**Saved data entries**
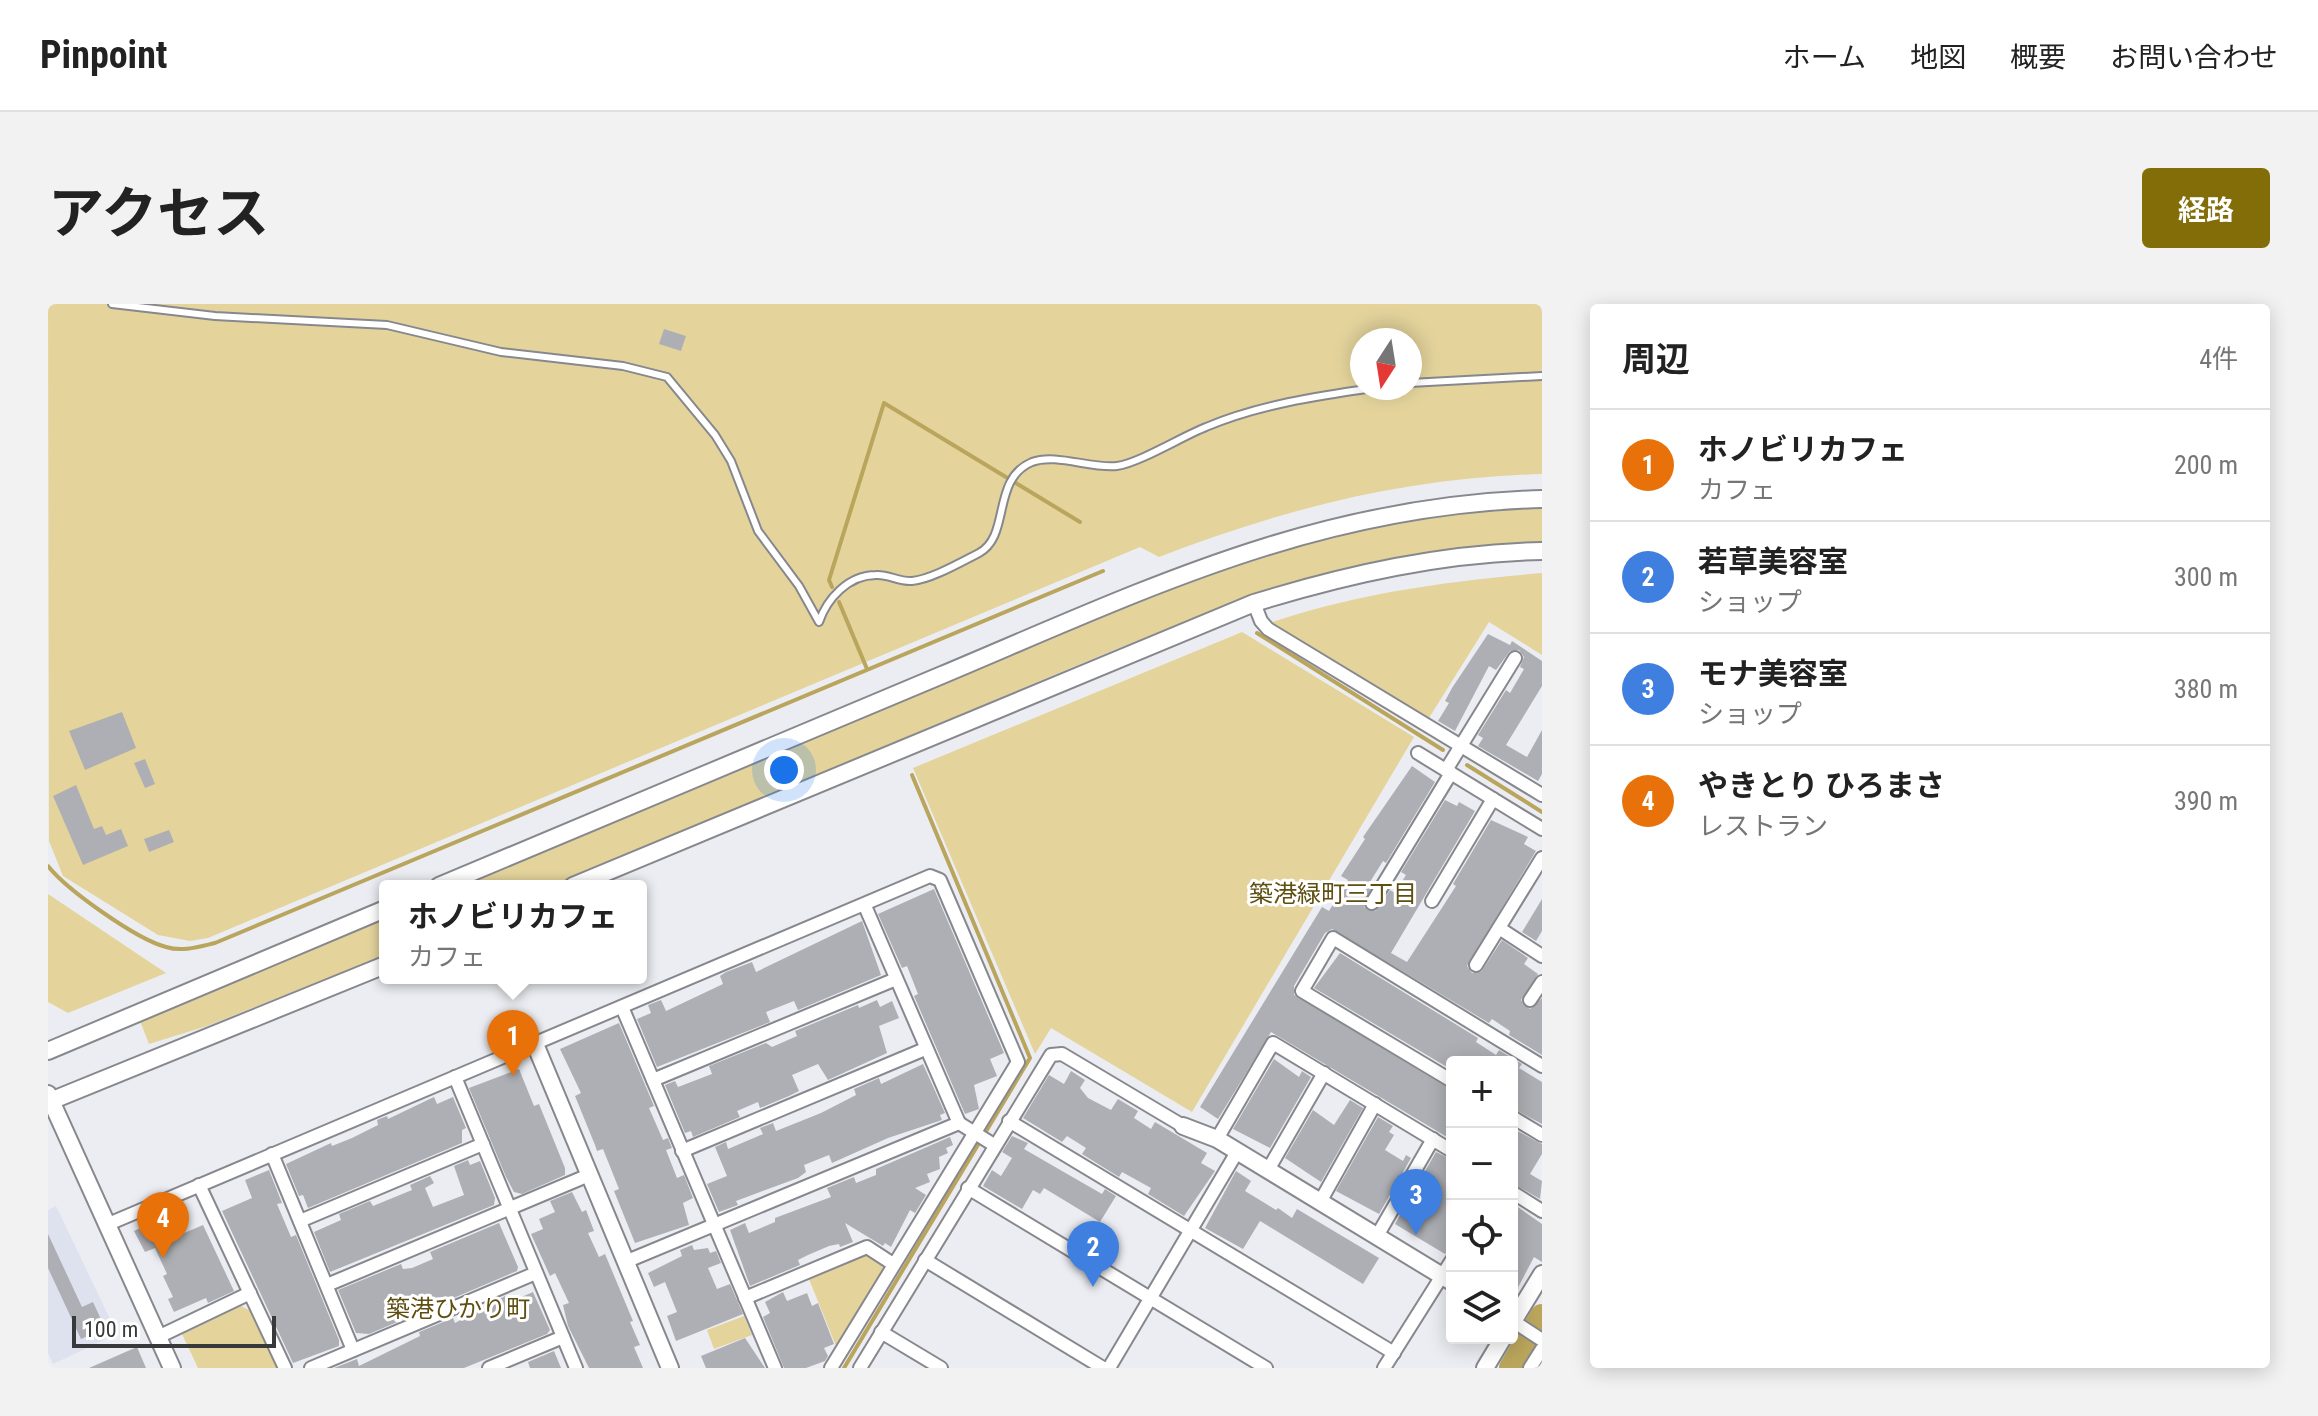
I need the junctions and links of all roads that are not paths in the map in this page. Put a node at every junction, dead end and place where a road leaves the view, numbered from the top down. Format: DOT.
graph roads {
  1 [pos="112,304"];
  2 [pos="1542,376"];
  3 [pos="1422,382"];
  4 [pos="1350,392"];
  5 [pos="1542,499"];
  6 [pos="1542,551"];
  7 [pos="1254,603"];
  8 [pos="1515,658"];
  9 [pos="1462,746"];
  10 [pos="1418,753"];
  11 [pos="1448,772"];
  12 [pos="1542,795"];
  13 [pos="1493,799"];
  14 [pos="1542,829"];
  15 [pos="1542,858"];
  16 [pos="453,880"];
  17 [pos="587,880"];
  18 [pos="1432,901"];
  19 [pos="1372,903"];
  20 [pos="865,906"];
  21 [pos="379,912"];
  22 [pos="1499,928"];
  23 [pos="1542,956"];
  24 [pos="1476,965"];
  25 [pos="379,967"];
  26 [pos="896,979"];
  27 [pos="1542,982"];
  28 [pos="1530,1000"];
  29 [pos="622,1007"];
  30 [pos="535,1044"];
  31 [pos="925,1049"];
  32 [pos="48,1051"];
  33 [pos="1542,1066"];
  34 [pos="1324,1073"];
  35 [pos="455,1077"];
  36 [pos="1446,1077"];
  37 [pos="653,1080"];
  38 [pos="49,1099"];
  39 [pos="1375,1104"];
  40 [pos="1009,1121"];
  41 [pos="1518,1121"];
  42 [pos="959,1123"];
  43 [pos="1183,1126"];
  44 [pos="1542,1135"];
  45 [pos="984,1138"];
  46 [pos="1217,1139"];
  47 [pos="1433,1139"];
  48 [pos="483,1144"];
  49 [pos="1446,1147"];
  50 [pos="682,1151"];
  51 [pos="1237,1152"];
  52 [pos="272,1154"];
  53 [pos="1268,1170"];
  54 [pos="589,1175"];
  55 [pos="199,1185"];
  56 [pos="968,1188"];
  57 [pos="1518,1196"];
  58 [pos="1320,1202"];
  59 [pos="510,1209"];
  60 [pos="1542,1211"];
  61 [pos="300,1221"];
  62 [pos="106,1225"];
  63 [pos="713,1226"];
  64 [pos="1191,1231"];
  65 [pos="1377,1236"];
  66 [pos="925,1260"];
  67 [pos="625,1262"];
  68 [pos="893,1264"];
  69 [pos="536,1273"];
  70 [pos="1542,1274"];
  71 [pos="1446,1278"];
  72 [pos="1446,1280"];
  73 [pos="327,1285"];
  74 [pos="250,1293"];
  75 [pos="745,1298"];
  76 [pos="1151,1298"];
  77 [pos="1518,1318"];
  78 [pos="1518,1325"];
  79 [pos="881,1332"];
  80 [pos="158,1337"];
  81 [pos="563,1337"];
  82 [pos="1540,1342"];
  83 [pos="1499,1344"];
  84 [pos="353,1350"];
  85 [pos="1394,1353"];
  86 [pos="1250,1364"];
  87 [pos="172,1368"];
  88 [pos="285,1368"];
  89 [pos="311,1368"];
  90 [pos="489,1368"];
  91 [pos="576,1368"];
  92 [pos="670,1368"];
  93 [pos="775,1368"];
  94 [pos="831,1368"];
  95 [pos="860,1368"];
  96 [pos="941,1368"];
  97 [pos="1106,1368"];
  98 [pos="1266,1368"];
  99 [pos="1384,1368"];
  100 [pos="1485,1368"];
  101 [pos="1530,1368"];
  1 -- 4 [label="lane"];
  2 -- 3 [label="lane"];
  5 -- 16 [label="street"];
  6 -- 7 [label="street"];
  7 -- 9 [label="street"];
  7 -- 17 [label="street"];
  8 -- 9 [label="street"];
  9 -- 11 [label="street"];
  9 -- 12 [label="street"];
  10 -- 11 [label="street"];
  11 -- 13 [label="street"];
  11 -- 19 [label="street"];
  13 -- 14 [label="street"];
  13 -- 18 [label="street"];
  15 -- 22 [label="street"];
  20 -- 26 [label="street"];
  20 -- 29 [label="street"];
  20 -- 45 [label="street"];
  21 -- 32 [label="street"];
  22 -- 23 [label="street"];
  22 -- 24 [label="street"];
  25 -- 38 [label="street"];
  26 -- 31 [label="street"];
  26 -- 37 [label="street"];
  27 -- 28 [label="street"];
  29 -- 30 [label="street"];
  29 -- 37 [label="street"];
  30 -- 35 [label="street"];
  30 -- 54 [label="street"];
  31 -- 42 [label="street"];
  31 -- 50 [label="street"];
  33 -- 36 [label="street"];
  34 -- 39 [label="street"];
  34 -- 46 [label="street"];
  34 -- 53 [label="street"];
  35 -- 48 [label="street"];
  35 -- 52 [label="street"];
  37 -- 50 [label="street"];
  38 -- 62 [label="street"];
  39 -- 47 [label="street"];
  39 -- 58 [label="street"];
  40 -- 43 [label="street"];
  40 -- 45 [label="street"];
  40 -- 64 [label="street"];
  41 -- 44 [label="street"];
  42 -- 45 [label="street"];
  42 -- 63 [label="street"];
  43 -- 46 [label="street"];
  45 -- 56 [label="street"];
  45 -- 68 [label="street"];
  46 -- 51 [label="street"];
  47 -- 49 [label="street"];
  47 -- 65 [label="street"];
  48 -- 59 [label="street"];
  48 -- 61 [label="street"];
  50 -- 63 [label="street"];
  51 -- 53 [label="street"];
  51 -- 64 [label="street"];
  52 -- 55 [label="street"];
  52 -- 61 [label="street"];
  53 -- 58 [label="street"];
  54 -- 59 [label="street"];
  54 -- 67 [label="street"];
  55 -- 62 [label="street"];
  55 -- 74 [label="street"];
  56 -- 66 [label="street"];
  56 -- 76 [label="street"];
  57 -- 60 [label="street"];
  58 -- 65 [label="street"];
  59 -- 69 [label="street"];
  59 -- 73 [label="street"];
  61 -- 73 [label="street"];
  62 -- 80 [label="street"];
  63 -- 67 [label="street"];
  63 -- 75 [label="street"];
  64 -- 76 [label="street"];
  64 -- 85 [label="street"];
  65 -- 71 [label="street"];
  66 -- 79 [label="street"];
  66 -- 97 [label="street"];
  67 -- 92 [label="street"];
  68 -- 75 [label="street"];
  68 -- 94 [label="street"];
  69 -- 81 [label="street"];
  69 -- 84 [label="street"];
  70 -- 77 [label="street"];
  72 -- 85 [label="street"];
  73 -- 84 [label="street"];
  74 -- 80 [label="street"];
  74 -- 88 [label="street"];
  75 -- 93 [label="street"];
  76 -- 86 [label="street"];
  76 -- 97 [label="street"];
  78 -- 82 [label="street"];
  79 -- 95 [label="street"];
  79 -- 96 [label="street"];
  80 -- 87 [label="street"];
  81 -- 90 [label="street"];
  81 -- 91 [label="street"];
  82 -- 101 [label="street"];
  83 -- 100 [label="street"];
  84 -- 89 [label="street"];
  85 -- 99 [label="street"];
  86 -- 98 [label="street"];
}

**TO DO**
Give the records above again verbatim, pictures omitted.

**ANSWER TO THE EXERCISE**
I need the junctions and links of all roads that are not paths in the map in this page. Put a node at every junction, dead end and place where a road leaves the view, numbered from the top down. Format: DOT.
graph roads {
  1 [pos="112,304"];
  2 [pos="1542,376"];
  3 [pos="1422,382"];
  4 [pos="1350,392"];
  5 [pos="1542,499"];
  6 [pos="1542,551"];
  7 [pos="1254,603"];
  8 [pos="1515,658"];
  9 [pos="1462,746"];
  10 [pos="1418,753"];
  11 [pos="1448,772"];
  12 [pos="1542,795"];
  13 [pos="1493,799"];
  14 [pos="1542,829"];
  15 [pos="1542,858"];
  16 [pos="453,880"];
  17 [pos="587,880"];
  18 [pos="1432,901"];
  19 [pos="1372,903"];
  20 [pos="865,906"];
  21 [pos="379,912"];
  22 [pos="1499,928"];
  23 [pos="1542,956"];
  24 [pos="1476,965"];
  25 [pos="379,967"];
  26 [pos="896,979"];
  27 [pos="1542,982"];
  28 [pos="1530,1000"];
  29 [pos="622,1007"];
  30 [pos="535,1044"];
  31 [pos="925,1049"];
  32 [pos="48,1051"];
  33 [pos="1542,1066"];
  34 [pos="1324,1073"];
  35 [pos="455,1077"];
  36 [pos="1446,1077"];
  37 [pos="653,1080"];
  38 [pos="49,1099"];
  39 [pos="1375,1104"];
  40 [pos="1009,1121"];
  41 [pos="1518,1121"];
  42 [pos="959,1123"];
  43 [pos="1183,1126"];
  44 [pos="1542,1135"];
  45 [pos="984,1138"];
  46 [pos="1217,1139"];
  47 [pos="1433,1139"];
  48 [pos="483,1144"];
  49 [pos="1446,1147"];
  50 [pos="682,1151"];
  51 [pos="1237,1152"];
  52 [pos="272,1154"];
  53 [pos="1268,1170"];
  54 [pos="589,1175"];
  55 [pos="199,1185"];
  56 [pos="968,1188"];
  57 [pos="1518,1196"];
  58 [pos="1320,1202"];
  59 [pos="510,1209"];
  60 [pos="1542,1211"];
  61 [pos="300,1221"];
  62 [pos="106,1225"];
  63 [pos="713,1226"];
  64 [pos="1191,1231"];
  65 [pos="1377,1236"];
  66 [pos="925,1260"];
  67 [pos="625,1262"];
  68 [pos="893,1264"];
  69 [pos="536,1273"];
  70 [pos="1542,1274"];
  71 [pos="1446,1278"];
  72 [pos="1446,1280"];
  73 [pos="327,1285"];
  74 [pos="250,1293"];
  75 [pos="745,1298"];
  76 [pos="1151,1298"];
  77 [pos="1518,1318"];
  78 [pos="1518,1325"];
  79 [pos="881,1332"];
  80 [pos="158,1337"];
  81 [pos="563,1337"];
  82 [pos="1540,1342"];
  83 [pos="1499,1344"];
  84 [pos="353,1350"];
  85 [pos="1394,1353"];
  86 [pos="1250,1364"];
  87 [pos="172,1368"];
  88 [pos="285,1368"];
  89 [pos="311,1368"];
  90 [pos="489,1368"];
  91 [pos="576,1368"];
  92 [pos="670,1368"];
  93 [pos="775,1368"];
  94 [pos="831,1368"];
  95 [pos="860,1368"];
  96 [pos="941,1368"];
  97 [pos="1106,1368"];
  98 [pos="1266,1368"];
  99 [pos="1384,1368"];
  100 [pos="1485,1368"];
  101 [pos="1530,1368"];
  1 -- 4 [label="lane"];
  2 -- 3 [label="lane"];
  5 -- 16 [label="street"];
  6 -- 7 [label="street"];
  7 -- 9 [label="street"];
  7 -- 17 [label="street"];
  8 -- 9 [label="street"];
  9 -- 11 [label="street"];
  9 -- 12 [label="street"];
  10 -- 11 [label="street"];
  11 -- 13 [label="street"];
  11 -- 19 [label="street"];
  13 -- 14 [label="street"];
  13 -- 18 [label="street"];
  15 -- 22 [label="street"];
  20 -- 26 [label="street"];
  20 -- 29 [label="street"];
  20 -- 45 [label="street"];
  21 -- 32 [label="street"];
  22 -- 23 [label="street"];
  22 -- 24 [label="street"];
  25 -- 38 [label="street"];
  26 -- 31 [label="street"];
  26 -- 37 [label="street"];
  27 -- 28 [label="street"];
  29 -- 30 [label="street"];
  29 -- 37 [label="street"];
  30 -- 35 [label="street"];
  30 -- 54 [label="street"];
  31 -- 42 [label="street"];
  31 -- 50 [label="street"];
  33 -- 36 [label="street"];
  34 -- 39 [label="street"];
  34 -- 46 [label="street"];
  34 -- 53 [label="street"];
  35 -- 48 [label="street"];
  35 -- 52 [label="street"];
  37 -- 50 [label="street"];
  38 -- 62 [label="street"];
  39 -- 47 [label="street"];
  39 -- 58 [label="street"];
  40 -- 43 [label="street"];
  40 -- 45 [label="street"];
  40 -- 64 [label="street"];
  41 -- 44 [label="street"];
  42 -- 45 [label="street"];
  42 -- 63 [label="street"];
  43 -- 46 [label="street"];
  45 -- 56 [label="street"];
  45 -- 68 [label="street"];
  46 -- 51 [label="street"];
  47 -- 49 [label="street"];
  47 -- 65 [label="street"];
  48 -- 59 [label="street"];
  48 -- 61 [label="street"];
  50 -- 63 [label="street"];
  51 -- 53 [label="street"];
  51 -- 64 [label="street"];
  52 -- 55 [label="street"];
  52 -- 61 [label="street"];
  53 -- 58 [label="street"];
  54 -- 59 [label="street"];
  54 -- 67 [label="street"];
  55 -- 62 [label="street"];
  55 -- 74 [label="street"];
  56 -- 66 [label="street"];
  56 -- 76 [label="street"];
  57 -- 60 [label="street"];
  58 -- 65 [label="street"];
  59 -- 69 [label="street"];
  59 -- 73 [label="street"];
  61 -- 73 [label="street"];
  62 -- 80 [label="street"];
  63 -- 67 [label="street"];
  63 -- 75 [label="street"];
  64 -- 76 [label="street"];
  64 -- 85 [label="street"];
  65 -- 71 [label="street"];
  66 -- 79 [label="street"];
  66 -- 97 [label="street"];
  67 -- 92 [label="street"];
  68 -- 75 [label="street"];
  68 -- 94 [label="street"];
  69 -- 81 [label="street"];
  69 -- 84 [label="street"];
  70 -- 77 [label="street"];
  72 -- 85 [label="street"];
  73 -- 84 [label="street"];
  74 -- 80 [label="street"];
  74 -- 88 [label="street"];
  75 -- 93 [label="street"];
  76 -- 86 [label="street"];
  76 -- 97 [label="street"];
  78 -- 82 [label="street"];
  79 -- 95 [label="street"];
  79 -- 96 [label="street"];
  80 -- 87 [label="street"];
  81 -- 90 [label="street"];
  81 -- 91 [label="street"];
  82 -- 101 [label="street"];
  83 -- 100 [label="street"];
  84 -- 89 [label="street"];
  85 -- 99 [label="street"];
  86 -- 98 [label="street"];
}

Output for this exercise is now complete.